_Extracted records_
____________________
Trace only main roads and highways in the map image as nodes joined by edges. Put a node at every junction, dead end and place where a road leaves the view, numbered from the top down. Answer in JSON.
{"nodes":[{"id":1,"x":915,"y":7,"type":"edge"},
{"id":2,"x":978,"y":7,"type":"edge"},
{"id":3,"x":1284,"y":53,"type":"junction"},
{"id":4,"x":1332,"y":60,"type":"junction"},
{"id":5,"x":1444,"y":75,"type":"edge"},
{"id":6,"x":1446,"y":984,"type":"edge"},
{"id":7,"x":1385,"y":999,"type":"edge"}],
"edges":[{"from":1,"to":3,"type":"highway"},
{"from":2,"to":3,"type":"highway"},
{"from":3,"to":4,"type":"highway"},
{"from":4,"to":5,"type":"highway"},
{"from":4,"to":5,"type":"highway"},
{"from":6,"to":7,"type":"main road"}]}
____________________
_Your task_
A full, exact repeat of the entries above is required.

_Task answer_
Trace only main roads and highways in the map image as nodes joined by edges. Put a node at every junction, dead end and place where a road leaves the view, numbered from the top down. Answer in JSON.
{"nodes":[{"id":1,"x":915,"y":7,"type":"edge"},
{"id":2,"x":978,"y":7,"type":"edge"},
{"id":3,"x":1284,"y":53,"type":"junction"},
{"id":4,"x":1332,"y":60,"type":"junction"},
{"id":5,"x":1444,"y":75,"type":"edge"},
{"id":6,"x":1446,"y":984,"type":"edge"},
{"id":7,"x":1385,"y":999,"type":"edge"}],
"edges":[{"from":1,"to":3,"type":"highway"},
{"from":2,"to":3,"type":"highway"},
{"from":3,"to":4,"type":"highway"},
{"from":4,"to":5,"type":"highway"},
{"from":4,"to":5,"type":"highway"},
{"from":6,"to":7,"type":"main road"}]}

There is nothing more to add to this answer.